#### Try it
Considering only lines that hold the word "PROSPECT", report how many there are in the listing below, as a single number.

#### Records shown
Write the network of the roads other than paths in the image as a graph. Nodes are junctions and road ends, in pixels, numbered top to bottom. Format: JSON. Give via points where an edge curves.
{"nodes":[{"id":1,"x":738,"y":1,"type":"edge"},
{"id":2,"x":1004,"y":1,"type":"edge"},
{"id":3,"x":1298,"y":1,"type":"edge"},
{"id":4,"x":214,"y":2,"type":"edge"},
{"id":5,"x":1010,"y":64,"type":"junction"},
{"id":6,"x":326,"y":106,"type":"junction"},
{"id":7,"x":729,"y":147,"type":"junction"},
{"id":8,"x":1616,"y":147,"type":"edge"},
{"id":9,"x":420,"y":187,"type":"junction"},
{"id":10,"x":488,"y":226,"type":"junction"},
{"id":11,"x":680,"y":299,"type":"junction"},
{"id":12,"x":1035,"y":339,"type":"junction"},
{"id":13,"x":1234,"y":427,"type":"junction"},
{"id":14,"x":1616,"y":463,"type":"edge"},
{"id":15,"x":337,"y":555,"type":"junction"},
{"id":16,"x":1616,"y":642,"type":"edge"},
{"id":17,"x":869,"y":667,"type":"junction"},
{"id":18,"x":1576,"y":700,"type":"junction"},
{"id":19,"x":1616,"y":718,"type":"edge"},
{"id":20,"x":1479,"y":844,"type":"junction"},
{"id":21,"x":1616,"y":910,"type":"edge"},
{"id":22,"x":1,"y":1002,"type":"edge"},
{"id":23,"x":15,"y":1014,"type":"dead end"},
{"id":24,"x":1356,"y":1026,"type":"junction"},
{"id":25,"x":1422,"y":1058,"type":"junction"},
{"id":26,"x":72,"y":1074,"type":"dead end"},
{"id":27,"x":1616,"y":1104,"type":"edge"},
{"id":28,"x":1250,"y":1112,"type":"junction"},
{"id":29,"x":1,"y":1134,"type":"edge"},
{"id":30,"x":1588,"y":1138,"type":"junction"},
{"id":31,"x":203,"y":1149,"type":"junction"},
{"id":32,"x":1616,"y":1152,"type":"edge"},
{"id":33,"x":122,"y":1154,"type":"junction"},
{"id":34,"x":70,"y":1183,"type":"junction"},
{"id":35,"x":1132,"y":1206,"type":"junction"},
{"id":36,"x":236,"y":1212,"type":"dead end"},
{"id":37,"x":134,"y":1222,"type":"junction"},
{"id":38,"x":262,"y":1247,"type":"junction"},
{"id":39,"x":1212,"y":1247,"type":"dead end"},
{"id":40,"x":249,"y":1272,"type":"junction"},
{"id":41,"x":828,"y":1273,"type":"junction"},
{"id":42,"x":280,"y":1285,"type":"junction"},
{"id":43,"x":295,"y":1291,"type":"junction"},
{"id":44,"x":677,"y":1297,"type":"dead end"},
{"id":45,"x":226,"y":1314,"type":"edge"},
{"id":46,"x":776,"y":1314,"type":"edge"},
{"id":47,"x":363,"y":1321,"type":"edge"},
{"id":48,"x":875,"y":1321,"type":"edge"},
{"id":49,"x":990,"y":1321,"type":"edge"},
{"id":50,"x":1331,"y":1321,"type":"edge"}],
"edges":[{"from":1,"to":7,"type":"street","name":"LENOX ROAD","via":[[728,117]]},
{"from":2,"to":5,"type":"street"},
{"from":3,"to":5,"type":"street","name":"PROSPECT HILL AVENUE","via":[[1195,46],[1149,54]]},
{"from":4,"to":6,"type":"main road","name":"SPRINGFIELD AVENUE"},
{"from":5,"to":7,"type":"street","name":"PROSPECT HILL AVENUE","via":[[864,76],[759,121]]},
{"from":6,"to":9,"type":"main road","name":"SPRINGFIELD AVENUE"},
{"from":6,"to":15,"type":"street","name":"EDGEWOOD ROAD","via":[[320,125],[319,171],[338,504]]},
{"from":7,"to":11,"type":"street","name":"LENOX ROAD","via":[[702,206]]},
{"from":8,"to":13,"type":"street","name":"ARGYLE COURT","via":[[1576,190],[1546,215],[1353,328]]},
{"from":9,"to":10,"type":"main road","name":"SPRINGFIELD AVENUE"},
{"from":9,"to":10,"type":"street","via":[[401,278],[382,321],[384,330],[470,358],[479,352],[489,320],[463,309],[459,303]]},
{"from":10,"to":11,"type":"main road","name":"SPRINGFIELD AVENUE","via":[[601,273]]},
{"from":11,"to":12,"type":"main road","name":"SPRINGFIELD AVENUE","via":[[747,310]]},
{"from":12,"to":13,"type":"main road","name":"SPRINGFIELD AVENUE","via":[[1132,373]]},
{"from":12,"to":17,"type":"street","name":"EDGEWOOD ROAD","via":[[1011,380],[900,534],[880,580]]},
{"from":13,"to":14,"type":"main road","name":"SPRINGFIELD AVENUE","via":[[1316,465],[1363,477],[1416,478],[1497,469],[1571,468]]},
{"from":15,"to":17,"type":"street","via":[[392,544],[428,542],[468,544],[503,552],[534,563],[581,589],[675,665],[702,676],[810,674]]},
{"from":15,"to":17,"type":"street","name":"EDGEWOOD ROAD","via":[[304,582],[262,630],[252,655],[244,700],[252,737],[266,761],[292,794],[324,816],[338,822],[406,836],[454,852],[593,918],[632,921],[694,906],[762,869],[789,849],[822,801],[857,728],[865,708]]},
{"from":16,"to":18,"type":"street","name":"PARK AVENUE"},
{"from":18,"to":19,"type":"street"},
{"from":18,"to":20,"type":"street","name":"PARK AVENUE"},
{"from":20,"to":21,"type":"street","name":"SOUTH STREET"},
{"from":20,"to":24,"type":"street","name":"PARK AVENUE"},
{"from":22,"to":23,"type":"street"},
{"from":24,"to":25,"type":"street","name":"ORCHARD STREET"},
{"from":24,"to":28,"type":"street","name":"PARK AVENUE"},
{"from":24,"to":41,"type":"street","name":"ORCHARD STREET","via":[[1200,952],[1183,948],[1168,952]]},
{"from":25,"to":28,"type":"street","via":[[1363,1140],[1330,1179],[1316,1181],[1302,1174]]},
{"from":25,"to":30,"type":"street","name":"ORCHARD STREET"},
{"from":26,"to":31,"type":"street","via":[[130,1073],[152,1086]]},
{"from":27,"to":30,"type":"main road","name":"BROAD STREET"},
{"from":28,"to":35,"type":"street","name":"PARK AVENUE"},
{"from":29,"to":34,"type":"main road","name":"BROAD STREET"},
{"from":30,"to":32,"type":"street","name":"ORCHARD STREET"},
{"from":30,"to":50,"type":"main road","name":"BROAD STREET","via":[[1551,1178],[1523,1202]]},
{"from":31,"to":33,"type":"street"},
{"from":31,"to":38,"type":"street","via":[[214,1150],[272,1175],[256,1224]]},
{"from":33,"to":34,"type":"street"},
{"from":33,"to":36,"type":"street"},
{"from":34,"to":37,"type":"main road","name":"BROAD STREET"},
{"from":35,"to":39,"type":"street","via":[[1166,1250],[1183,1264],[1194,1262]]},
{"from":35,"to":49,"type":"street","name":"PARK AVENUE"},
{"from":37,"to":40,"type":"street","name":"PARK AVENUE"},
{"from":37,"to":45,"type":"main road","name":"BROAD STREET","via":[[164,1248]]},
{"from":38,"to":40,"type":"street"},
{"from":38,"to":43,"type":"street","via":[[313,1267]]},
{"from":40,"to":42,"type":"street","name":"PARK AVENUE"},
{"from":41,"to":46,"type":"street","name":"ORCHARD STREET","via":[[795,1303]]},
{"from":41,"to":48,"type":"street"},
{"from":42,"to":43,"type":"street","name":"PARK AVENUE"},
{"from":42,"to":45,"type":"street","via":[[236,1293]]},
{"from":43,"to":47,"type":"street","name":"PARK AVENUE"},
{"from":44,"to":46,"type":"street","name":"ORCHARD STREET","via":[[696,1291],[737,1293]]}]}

#### Finished exercise
2